▶ [WORK TO COMPLETE]: Scan the data below and work out how many of its lines contain the word "paths". Give only that number.
==========
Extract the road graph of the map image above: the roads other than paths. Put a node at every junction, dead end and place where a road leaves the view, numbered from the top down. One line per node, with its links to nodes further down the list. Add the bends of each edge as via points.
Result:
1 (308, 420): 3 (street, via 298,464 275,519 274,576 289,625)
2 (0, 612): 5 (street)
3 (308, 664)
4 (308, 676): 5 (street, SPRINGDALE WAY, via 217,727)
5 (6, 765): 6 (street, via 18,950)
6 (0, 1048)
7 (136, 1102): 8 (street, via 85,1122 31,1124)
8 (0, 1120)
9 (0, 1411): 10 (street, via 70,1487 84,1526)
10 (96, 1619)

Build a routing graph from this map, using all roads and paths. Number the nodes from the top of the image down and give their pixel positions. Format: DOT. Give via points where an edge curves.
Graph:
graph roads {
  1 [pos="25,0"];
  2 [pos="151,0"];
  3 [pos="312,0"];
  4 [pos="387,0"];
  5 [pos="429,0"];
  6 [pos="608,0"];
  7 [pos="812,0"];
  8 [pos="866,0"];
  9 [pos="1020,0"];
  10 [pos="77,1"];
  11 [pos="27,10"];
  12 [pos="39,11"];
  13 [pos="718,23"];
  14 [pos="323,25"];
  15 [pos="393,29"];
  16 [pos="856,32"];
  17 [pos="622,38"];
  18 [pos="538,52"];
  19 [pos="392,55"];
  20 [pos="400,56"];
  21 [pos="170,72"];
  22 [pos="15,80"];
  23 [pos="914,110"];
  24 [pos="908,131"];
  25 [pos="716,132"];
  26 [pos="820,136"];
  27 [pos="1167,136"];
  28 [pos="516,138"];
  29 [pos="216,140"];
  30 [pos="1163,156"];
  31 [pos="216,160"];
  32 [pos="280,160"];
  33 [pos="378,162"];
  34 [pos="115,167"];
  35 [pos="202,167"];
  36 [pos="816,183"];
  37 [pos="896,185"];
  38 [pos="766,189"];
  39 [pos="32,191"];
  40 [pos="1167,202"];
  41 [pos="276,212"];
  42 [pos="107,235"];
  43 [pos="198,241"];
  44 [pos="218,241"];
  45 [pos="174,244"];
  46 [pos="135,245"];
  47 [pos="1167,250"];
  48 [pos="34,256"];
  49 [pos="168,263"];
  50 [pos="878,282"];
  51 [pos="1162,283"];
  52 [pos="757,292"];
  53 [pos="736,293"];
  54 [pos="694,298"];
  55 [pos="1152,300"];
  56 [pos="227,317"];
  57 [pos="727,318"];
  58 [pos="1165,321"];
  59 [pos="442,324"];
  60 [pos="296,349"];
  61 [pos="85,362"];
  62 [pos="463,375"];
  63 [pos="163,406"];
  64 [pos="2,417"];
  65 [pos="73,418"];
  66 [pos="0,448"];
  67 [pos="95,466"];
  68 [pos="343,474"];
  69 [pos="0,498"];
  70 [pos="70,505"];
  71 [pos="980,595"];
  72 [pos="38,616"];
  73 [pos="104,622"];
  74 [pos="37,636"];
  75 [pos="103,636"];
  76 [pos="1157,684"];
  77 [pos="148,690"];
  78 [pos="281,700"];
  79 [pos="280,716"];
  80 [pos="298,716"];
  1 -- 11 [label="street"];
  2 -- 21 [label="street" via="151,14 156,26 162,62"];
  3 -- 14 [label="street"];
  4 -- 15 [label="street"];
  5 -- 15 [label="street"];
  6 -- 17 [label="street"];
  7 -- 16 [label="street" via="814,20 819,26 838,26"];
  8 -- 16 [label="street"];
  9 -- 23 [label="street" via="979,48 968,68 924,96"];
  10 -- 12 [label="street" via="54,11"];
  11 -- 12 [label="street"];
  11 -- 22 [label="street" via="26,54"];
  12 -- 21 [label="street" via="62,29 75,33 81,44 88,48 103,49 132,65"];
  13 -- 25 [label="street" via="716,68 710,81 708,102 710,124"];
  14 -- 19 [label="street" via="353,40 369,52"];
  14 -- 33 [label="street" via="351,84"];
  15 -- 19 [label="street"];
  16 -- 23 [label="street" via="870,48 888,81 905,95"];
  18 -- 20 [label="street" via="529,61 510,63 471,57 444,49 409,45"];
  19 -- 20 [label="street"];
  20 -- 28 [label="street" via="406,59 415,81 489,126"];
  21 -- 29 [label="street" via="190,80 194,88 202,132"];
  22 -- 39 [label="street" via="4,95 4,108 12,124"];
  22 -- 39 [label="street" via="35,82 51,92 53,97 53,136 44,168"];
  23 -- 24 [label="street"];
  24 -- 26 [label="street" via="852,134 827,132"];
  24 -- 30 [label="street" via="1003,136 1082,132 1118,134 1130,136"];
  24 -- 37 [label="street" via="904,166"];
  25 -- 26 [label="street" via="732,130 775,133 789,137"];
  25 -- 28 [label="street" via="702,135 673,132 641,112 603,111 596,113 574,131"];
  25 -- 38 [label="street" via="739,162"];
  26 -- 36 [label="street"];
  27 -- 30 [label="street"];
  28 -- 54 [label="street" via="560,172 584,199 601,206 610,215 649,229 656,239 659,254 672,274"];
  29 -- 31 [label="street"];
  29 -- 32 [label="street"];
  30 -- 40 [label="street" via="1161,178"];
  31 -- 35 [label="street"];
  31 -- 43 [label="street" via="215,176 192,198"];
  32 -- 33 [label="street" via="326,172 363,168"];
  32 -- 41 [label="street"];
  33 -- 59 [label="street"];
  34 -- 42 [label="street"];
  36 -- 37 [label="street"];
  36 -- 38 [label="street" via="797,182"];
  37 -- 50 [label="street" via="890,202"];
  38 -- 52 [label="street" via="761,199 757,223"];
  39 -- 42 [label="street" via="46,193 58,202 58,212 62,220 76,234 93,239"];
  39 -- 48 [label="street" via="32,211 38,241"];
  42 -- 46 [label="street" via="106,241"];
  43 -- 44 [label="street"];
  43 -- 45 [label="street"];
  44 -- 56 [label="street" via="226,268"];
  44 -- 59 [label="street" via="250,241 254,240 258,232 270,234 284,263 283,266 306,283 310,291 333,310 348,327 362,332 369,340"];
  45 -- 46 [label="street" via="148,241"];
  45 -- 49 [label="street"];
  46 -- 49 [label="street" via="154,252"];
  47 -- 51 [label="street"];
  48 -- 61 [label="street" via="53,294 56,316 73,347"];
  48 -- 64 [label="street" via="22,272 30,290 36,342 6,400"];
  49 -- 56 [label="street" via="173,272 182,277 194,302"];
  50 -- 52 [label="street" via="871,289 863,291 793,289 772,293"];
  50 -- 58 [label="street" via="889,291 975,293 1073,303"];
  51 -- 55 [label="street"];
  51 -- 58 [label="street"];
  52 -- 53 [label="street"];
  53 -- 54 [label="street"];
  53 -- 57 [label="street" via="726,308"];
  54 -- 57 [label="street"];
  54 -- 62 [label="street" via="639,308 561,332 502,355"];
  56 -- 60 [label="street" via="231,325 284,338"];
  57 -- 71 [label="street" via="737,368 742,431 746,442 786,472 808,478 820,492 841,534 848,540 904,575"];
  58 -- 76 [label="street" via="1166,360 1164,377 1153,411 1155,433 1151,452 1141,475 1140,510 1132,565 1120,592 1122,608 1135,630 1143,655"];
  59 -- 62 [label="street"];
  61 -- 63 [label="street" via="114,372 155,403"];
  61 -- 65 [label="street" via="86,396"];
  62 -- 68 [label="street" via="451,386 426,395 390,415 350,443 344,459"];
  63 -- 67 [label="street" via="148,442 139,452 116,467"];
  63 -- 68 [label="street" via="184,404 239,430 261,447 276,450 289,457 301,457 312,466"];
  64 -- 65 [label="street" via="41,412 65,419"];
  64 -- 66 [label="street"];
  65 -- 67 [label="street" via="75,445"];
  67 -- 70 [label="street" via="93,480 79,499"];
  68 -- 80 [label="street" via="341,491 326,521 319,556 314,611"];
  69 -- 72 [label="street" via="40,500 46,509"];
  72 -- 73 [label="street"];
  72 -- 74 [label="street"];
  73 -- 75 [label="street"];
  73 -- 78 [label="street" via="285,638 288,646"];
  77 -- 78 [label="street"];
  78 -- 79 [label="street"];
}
==========
▶ [SOLUTION TO THE EXERCISE]: 2